■ **Problem statement**
Wherever the string "pixels" turns up in the data, copy the whole line.

■ **Dataset records**

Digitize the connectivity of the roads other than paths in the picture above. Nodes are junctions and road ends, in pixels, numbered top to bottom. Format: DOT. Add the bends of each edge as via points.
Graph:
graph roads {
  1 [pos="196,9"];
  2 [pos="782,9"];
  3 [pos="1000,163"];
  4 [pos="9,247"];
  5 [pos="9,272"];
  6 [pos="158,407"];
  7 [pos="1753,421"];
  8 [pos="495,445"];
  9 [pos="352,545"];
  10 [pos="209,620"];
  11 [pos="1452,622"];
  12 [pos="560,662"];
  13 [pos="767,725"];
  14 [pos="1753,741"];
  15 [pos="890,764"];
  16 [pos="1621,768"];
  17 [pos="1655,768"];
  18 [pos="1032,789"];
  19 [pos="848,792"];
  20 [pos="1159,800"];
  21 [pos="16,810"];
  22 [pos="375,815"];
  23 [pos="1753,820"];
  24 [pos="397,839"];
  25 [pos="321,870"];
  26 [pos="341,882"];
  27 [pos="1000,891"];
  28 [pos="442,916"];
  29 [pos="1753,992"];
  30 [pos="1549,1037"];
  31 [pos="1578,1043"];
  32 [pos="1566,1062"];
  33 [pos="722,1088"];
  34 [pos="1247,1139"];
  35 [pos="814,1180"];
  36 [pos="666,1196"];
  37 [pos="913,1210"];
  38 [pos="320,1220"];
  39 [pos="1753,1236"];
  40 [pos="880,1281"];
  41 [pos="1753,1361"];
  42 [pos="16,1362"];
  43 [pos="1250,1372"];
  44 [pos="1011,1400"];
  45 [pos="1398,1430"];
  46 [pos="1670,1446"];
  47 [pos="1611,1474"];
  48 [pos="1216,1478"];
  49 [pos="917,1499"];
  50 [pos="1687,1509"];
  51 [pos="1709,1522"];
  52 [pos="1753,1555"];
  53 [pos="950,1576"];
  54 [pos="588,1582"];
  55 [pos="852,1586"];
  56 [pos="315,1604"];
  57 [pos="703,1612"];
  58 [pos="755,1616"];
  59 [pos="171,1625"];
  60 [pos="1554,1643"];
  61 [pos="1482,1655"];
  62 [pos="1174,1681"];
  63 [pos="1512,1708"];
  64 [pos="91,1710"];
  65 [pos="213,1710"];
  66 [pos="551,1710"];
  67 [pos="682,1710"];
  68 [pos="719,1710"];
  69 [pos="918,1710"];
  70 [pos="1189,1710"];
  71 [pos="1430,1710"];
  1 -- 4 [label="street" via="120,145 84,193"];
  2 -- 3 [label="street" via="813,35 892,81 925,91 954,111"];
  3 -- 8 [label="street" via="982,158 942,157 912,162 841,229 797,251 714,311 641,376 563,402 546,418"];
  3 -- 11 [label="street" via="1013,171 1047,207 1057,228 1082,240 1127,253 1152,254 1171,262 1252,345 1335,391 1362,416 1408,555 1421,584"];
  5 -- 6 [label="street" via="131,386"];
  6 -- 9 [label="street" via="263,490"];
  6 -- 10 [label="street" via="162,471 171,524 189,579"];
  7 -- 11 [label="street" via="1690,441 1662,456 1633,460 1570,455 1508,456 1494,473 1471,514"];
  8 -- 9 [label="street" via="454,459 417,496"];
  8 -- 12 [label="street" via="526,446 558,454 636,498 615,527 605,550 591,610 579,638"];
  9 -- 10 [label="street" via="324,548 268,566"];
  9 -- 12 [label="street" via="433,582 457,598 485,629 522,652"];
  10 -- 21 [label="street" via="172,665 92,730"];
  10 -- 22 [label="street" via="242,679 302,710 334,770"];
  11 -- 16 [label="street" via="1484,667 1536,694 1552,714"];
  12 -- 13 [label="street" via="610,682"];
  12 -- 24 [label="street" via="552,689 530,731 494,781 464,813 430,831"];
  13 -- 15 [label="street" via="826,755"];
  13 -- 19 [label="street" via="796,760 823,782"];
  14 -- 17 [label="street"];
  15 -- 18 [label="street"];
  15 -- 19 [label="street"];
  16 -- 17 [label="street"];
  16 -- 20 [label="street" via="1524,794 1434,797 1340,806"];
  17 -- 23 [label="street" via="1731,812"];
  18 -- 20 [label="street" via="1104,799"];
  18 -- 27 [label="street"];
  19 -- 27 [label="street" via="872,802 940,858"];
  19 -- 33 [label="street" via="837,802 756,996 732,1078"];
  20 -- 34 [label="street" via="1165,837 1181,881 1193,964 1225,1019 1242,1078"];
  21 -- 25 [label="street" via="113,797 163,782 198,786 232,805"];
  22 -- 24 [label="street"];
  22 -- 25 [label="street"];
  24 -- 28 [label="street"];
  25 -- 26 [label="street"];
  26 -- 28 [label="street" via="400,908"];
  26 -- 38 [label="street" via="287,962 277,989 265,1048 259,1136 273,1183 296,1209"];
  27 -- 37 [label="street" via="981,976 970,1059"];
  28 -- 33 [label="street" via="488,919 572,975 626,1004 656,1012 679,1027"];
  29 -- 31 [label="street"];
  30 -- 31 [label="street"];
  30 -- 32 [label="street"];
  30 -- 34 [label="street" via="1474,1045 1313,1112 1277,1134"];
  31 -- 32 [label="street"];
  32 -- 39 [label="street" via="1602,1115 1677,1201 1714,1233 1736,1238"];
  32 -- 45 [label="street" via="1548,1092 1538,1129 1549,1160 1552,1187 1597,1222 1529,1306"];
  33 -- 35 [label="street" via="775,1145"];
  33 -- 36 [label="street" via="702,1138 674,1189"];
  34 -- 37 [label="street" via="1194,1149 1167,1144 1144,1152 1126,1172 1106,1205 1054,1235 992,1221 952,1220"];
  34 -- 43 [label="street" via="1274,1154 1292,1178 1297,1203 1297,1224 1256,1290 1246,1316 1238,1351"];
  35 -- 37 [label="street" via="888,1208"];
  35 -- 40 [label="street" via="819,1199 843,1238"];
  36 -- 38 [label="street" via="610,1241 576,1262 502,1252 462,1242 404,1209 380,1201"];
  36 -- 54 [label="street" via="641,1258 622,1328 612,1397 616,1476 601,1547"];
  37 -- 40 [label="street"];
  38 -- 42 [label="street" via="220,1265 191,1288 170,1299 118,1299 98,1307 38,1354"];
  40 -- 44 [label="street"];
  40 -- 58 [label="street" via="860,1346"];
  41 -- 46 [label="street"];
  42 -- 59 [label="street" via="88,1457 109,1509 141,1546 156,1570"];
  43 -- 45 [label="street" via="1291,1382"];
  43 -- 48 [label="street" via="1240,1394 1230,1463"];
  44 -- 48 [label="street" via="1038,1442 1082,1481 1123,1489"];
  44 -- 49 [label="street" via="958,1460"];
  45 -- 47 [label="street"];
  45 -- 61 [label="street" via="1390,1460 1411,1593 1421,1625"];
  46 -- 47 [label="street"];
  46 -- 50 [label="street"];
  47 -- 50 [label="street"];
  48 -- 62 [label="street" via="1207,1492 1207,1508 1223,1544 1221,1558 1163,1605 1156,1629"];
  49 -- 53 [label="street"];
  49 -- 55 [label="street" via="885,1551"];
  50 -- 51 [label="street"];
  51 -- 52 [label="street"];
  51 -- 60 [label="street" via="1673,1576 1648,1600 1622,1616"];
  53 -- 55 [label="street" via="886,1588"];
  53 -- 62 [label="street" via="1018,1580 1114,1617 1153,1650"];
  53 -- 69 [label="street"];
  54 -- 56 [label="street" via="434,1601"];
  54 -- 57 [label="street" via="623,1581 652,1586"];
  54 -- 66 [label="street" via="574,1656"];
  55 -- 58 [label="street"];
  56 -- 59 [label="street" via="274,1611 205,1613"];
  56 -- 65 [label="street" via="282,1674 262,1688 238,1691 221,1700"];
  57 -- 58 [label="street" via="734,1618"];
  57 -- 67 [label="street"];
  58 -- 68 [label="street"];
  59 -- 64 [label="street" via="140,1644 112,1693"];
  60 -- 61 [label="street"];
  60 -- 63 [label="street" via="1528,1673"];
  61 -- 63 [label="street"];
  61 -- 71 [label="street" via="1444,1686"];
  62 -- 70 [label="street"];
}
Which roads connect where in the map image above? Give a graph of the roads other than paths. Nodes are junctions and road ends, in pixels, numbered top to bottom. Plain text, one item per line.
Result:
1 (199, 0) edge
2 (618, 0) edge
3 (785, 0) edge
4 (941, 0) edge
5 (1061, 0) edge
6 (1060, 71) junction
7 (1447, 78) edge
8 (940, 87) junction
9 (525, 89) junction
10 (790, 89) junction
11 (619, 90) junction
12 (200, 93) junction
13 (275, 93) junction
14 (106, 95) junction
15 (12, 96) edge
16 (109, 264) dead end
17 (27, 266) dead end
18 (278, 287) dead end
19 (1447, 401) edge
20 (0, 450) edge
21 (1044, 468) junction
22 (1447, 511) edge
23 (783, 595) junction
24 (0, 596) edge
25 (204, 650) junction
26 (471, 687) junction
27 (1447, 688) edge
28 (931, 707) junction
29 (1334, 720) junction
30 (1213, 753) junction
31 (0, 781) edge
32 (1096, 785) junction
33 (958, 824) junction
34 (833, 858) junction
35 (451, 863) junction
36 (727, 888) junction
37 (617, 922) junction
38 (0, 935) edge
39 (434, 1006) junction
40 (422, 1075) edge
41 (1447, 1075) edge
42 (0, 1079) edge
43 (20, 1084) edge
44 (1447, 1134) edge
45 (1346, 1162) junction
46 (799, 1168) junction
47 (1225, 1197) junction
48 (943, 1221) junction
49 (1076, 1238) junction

■ **Exercise output**
Digitize the connectivity of the roads other than paths in the picture above. Nodes are junctions and road ends, in pixels, numbered top to bottom. Format: DOT. Add the bends of each edge as via points.
Which roads connect where in the map image above? Give a graph of the roads other than paths. Nodes are junctions and road ends, in pixels, numbered top to bottom. Plain text, one item per line.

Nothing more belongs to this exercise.